The Pioneers are led by Spirit Coordinator Jessica Inscore. Tusculum University is a member of the South Atlantic Conference, which includes Anderson University, Carson-Newman University, Catawba College, Coker Colege, Lenoir-Rhyne University, Lincoln Memorial University, Mars Hill University, Newberry College, Queens University of Charlotte, Wingate University and Limestone College.

 

“I went on a tour that day and we saw the trophy case,” she remembered. “I saw all the cheer trophies and realized it was truly home.”

 

Located in Greeneville, Tennessee, Smith feels like Tusculum offers what she needs for a college experience.

 

“I plan to major in Nursing, but I’ve always loved biology,” she said. “Just learning about the human body and the cells that make up the body have really interested me. It gives me the drive to further my knowledge about our bodies.”

 

With a 4.2 grade-point average, Smith has obviously taken care of her classroom work, which is one of the reasons she now has this opportunity.

 

“I’m getting some money for cheer, but most of the money I’ll be getting from scholarships is due to my grades,” she said. “If I could tell the young students one thing and one thing only, it would be to be better prepared and take care of your classwork first. It doesn’t matter how good of an athlete you are, if you don’t have the grades you can’t go to the next level.”

 

One downside to graduating high school, at least for Smith, is that it will likely be her final year of serious softball, where she is equally talented.

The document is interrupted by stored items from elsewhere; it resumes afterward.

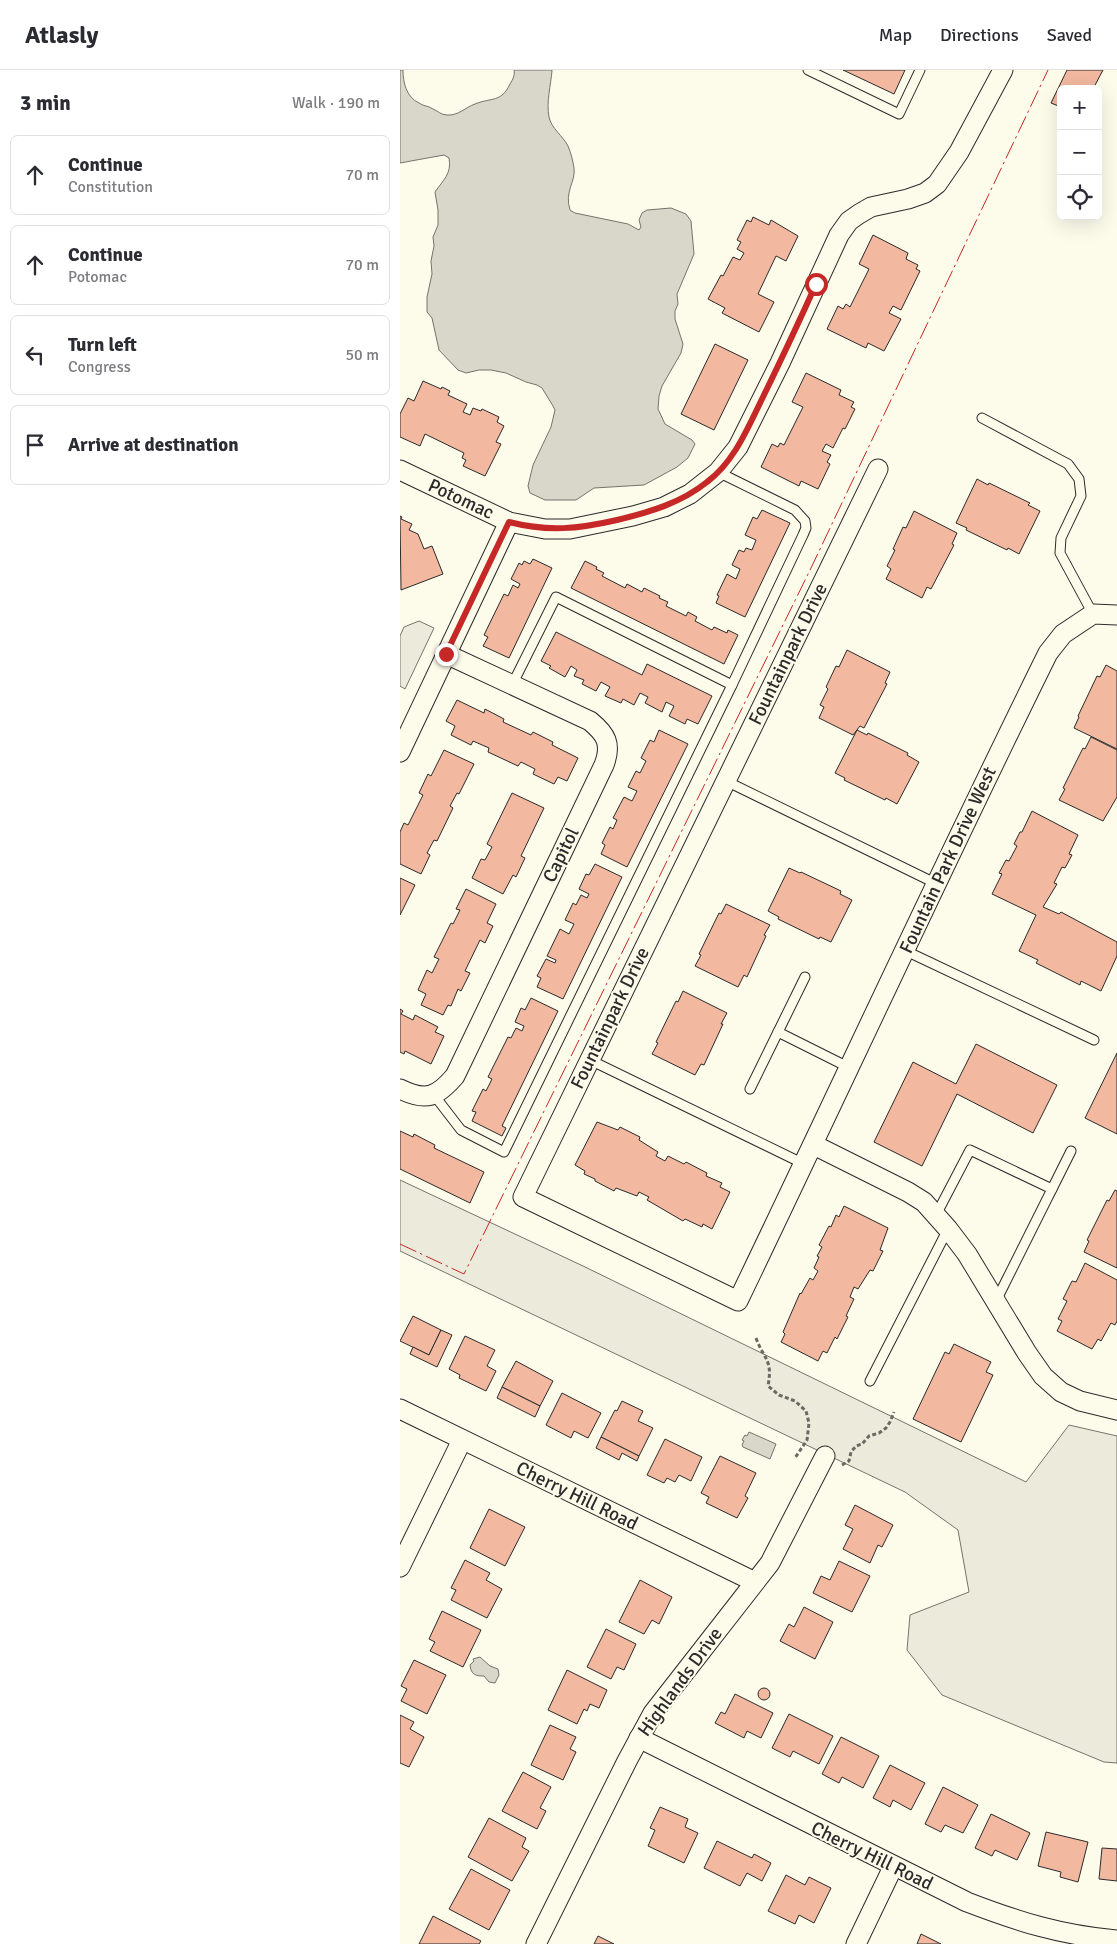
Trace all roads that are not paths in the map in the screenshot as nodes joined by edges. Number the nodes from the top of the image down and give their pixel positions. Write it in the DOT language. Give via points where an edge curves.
graph roads {
  1 [pos="808,70"];
  2 [pos="920,70"];
  3 [pos="1003,70"];
  4 [pos="982,418"];
  5 [pos="878,469"];
  6 [pos="400,470"];
  7 [pos="718,472"];
  8 [pos="509,522"];
  9 [pos="1092,614"];
  10 [pos="1117,615"];
  11 [pos="446,654"];
  12 [pos="512,685"];
  13 [pos="732,685"];
  14 [pos="400,752"];
  15 [pos="726,781"];
  16 [pos="937,884"];
  17 [pos="906,951"];
  18 [pos="805,977"];
  19 [pos="778,1032"];
  20 [pos="1094,1040"];
  21 [pos="590,1060"];
  22 [pos="850,1068"];
  23 [pos="400,1089"];
  24 [pos="750,1089"];
  25 [pos="434,1095"];
  26 [pos="814,1145"];
  27 [pos="1071,1151"];
  28 [pos="804,1164"];
  29 [pos="1052,1189"];
  30 [pos="942,1222"];
  31 [pos="996,1302"];
  32 [pos="870,1381"];
  33 [pos="400,1409"];
  34 [pos="1117,1410"];
  35 [pos="462,1440"];
  36 [pos="825,1456"];
  37 [pos="400,1567"];
  38 [pos="755,1582"];
  39 [pos="639,1738"];
  40 [pos="893,1866"];
  41 [pos="1117,1940"];
  42 [pos="536,1944"];
  43 [pos="856,1944"];
  1 -- 2 [label="lane" via="899,114"];
  3 -- 7 [label="street, Potomac" via="959,152 937,184 908,199 871,207 849,221 839,235 738,447"];
  4 -- 9 [label="lane" via="1068,464 1080,479 1081,496 1061,538 1060,553"];
  5 -- 15 [label="street, Fountainpark Drive"];
  6 -- 8 [label="street, Potomac"];
  7 -- 8 [label="street, Potomac" via="690,494 664,507 633,516 570,529 545,529"];
  7 -- 13 [label="lane" via="796,510 805,521 806,528"];
  8 -- 11 [label="street"];
  9 -- 10 [label="street"];
  9 -- 16 [label="street, Fountain Park Drive West" via="1063,634 1048,653"];
  11 -- 12 [label="street, Capitol"];
  11 -- 14 [label="street"];
  12 -- 13 [label="lane" via="556,597"];
  12 -- 25 [label="street, Capitol" via="590,721 606,739 609,752 455,1076"];
  13 -- 25 [label="lane" via="504,1152 461,1130"];
  15 -- 16 [label="lane"];
  15 -- 21 [label="street, Fountainpark Drive"];
  16 -- 17 [label="street, Fountain Park Drive West"];
  17 -- 20 [label="lane"];
  17 -- 22 [label="street, Fountain Park Drive West"];
  18 -- 19 [label="lane"];
  19 -- 22 [label="lane"];
  19 -- 24 [label="lane"];
  21 -- 28 [label="lane"];
  21 -- 28 [label="street, Fountainpark Drive" via="524,1197 532,1201 738,1301"];
  22 -- 26 [label="street, Fountain Park Drive West"];
  23 -- 25 [label="street" via="412,1095"];
  26 -- 28 [label="street, Fountainpark Drive"];
  26 -- 30 [label="street" via="908,1192 924,1202"];
  27 -- 29 [label="lane"];
  29 -- 30 [label="lane" via="970,1150"];
  29 -- 31 [label="lane"];
  30 -- 31 [label="street" via="968,1254"];
  30 -- 32 [label="lane"];
  31 -- 34 [label="street" via="1051,1385 1080,1401"];
  33 -- 35 [label="street, Cherry Hill Road"];
  35 -- 37 [label="street"];
  35 -- 38 [label="street, Cherry Hill Road"];
  36 -- 38 [label="street, Highlands Drive" via="775,1556"];
  38 -- 39 [label="street, Highlands Drive" via="670,1690"];
  39 -- 40 [label="street, Cherry Hill Road"];
  39 -- 42 [label="street, Highlands Drive"];
  40 -- 41 [label="street, Cherry Hill Road" via="967,1902 1015,1920 1057,1932"];
  40 -- 43 [label="street"];
}
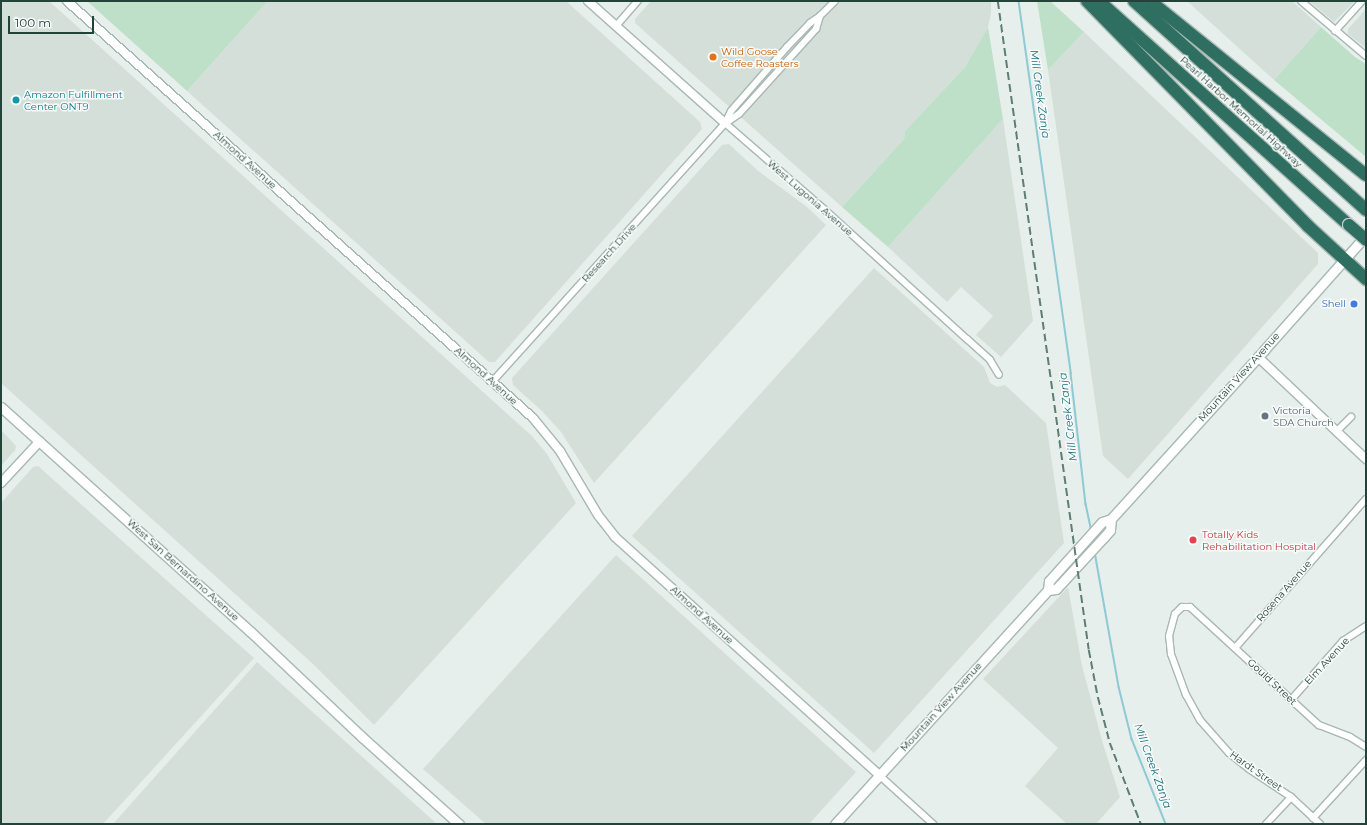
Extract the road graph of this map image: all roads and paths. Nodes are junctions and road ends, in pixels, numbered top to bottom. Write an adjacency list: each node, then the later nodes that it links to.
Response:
1 (67, 1): 24 (street, Almond Avenue)
2 (588, 1): 12 (street, West Lugonia Avenue)
3 (638, 1): 12 (street)
4 (834, 1): 11 (street, Research Drive)
5 (1087, 1): 20 (highway)
6 (1100, 1): 19 (highway, Pearl Harbor Memorial Highway, bridge)
7 (1134, 1): 17 (highway, Pearl Harbor Memorial Highway)
8 (1150, 1): 16 (highway)
9 (1301, 1): 13 (street)
10 (1362, 1): 13 (street)
11 (820, 16): 15 (street, Research Drive); 15 (street, Research Drive)
12 (616, 26): 15 (street, West Lugonia Avenue)
13 (1335, 31): 14 (street)
14 (1366, 56)
15 (725, 123): 23 (street, West Lugonia Avenue); 24 (street, Research Drive)
16 (1366, 175)
17 (1365, 209)
18 (1366, 235): 20 (main road, Mountain View Avenue)
19 (1366, 240)
20 (1344, 259): 21 (highway); 22 (main road, Mountain View Avenue)
21 (1366, 279)
22 (1258, 357): 27 (street); 32 (main road, Mountain View Avenue)
23 (999, 374)
24 (492, 382): 40 (street, Almond Avenue)
25 (1, 406): 28 (main road, West San Bernardino Avenue)
26 (1351, 417): 27 (street)
27 (1337, 432): 29 (street)
28 (40, 441): 30 (street); 43 (main road, West San Bernardino Avenue)
29 (1366, 459)
30 (1, 483)
31 (1366, 499): 36 (street, Rosena Avenue)
32 (1106, 521): 33 (main road, Mountain View Avenue); 33 (main road, Mountain View Avenue)
33 (1048, 590): 40 (main road, Mountain View Avenue)
34 (1185, 607): 36 (street, Gould Street); 41 (street, Hardt Street)
35 (1366, 626): 37 (street, Elm Avenue)
36 (1235, 648): 37 (street, Gould Street)
37 (1291, 700): 38 (street, Gould Street)
38 (1366, 747)
39 (1366, 760): 42 (street)
40 (879, 775): 44 (main road, Mountain View Avenue); 45 (street)
41 (1291, 797): 42 (street, Hardt Street); 46 (street)
42 (1313, 818): 47 (street, Hardt Street)
43 (459, 824)
44 (835, 824)
45 (933, 824)
46 (1266, 824)
47 (1320, 824)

A longtime member of the varsity squad, Smith can play a variety of positions including any of the bases, shortstop and catcher.

 

“It’s going to be so hard to give up softball,” Smith said. “As far back as I can remember, I was always throwing and catching for my sister in the backyard and hitting with her. I don’t plan on continuing softball, which is very sad for me, but everything has a time and a season and my time with softball is coming to an end.”

 

While she won’t be sweating on the softball diamond, Smith will still get her workout in through cheer.

 

“Cheer practice is like riding a roller coaster,” she said. “It’s a lot of up and down and it goes really fast most days, but it also slows down. There’s so much work that goes into it with learning the stunts and working in tumbling to have a successful routine.”

 

Despite the perception some people have of cheer, it can also be a dangerous sport.

 

“The amount of injuries that happen in cheer are inevitable,” she said. “When you’re throwing people around, stunting and flipping all over the mats, it can get dangerous very quickly. I’ve seen anything from broken collar bones to snapping both legs, but it’s all worth the pain and hard work when you’re doing something you love.”

 

Smith has been able to make some fine memories as a member of the Pulaski County competition and sideline cheer teams, but one stands out above the others.

 

“My favorite memory is a super recent one, when we won regionals for the first time ever,” she said. “The amount of love and happiness that was shared among the team was unbelievable. And to be the first competition from the Pulaski County High School to win regionals was something that I’ll cherish and never forget.”

 

So what advice will Smith leave with the younger athletes just getting their starts in Pulaski County sports?

 

“Never give up and always push for the absolute best,” she said. “Even when you think the best is the best, keep pushing. Strive for greatness and never forget that you can do anything you put your mind to. No matter what trials are thrown at you, never give up. I’ll always remember when Coach Jeff Linkous told me, ‘you can’t beat a girl when a girl doesn’t quit.’ Always remember that no matter what give your all because one day life is gonna hit and you’ll have to leave something that you love dearly. Always work to your full ability and be a leader no matter what.”

 

Laikin Smith is the daughter of Chris and Toni Smith of Dublin and Wendy and Burl Bowman of Pulaski.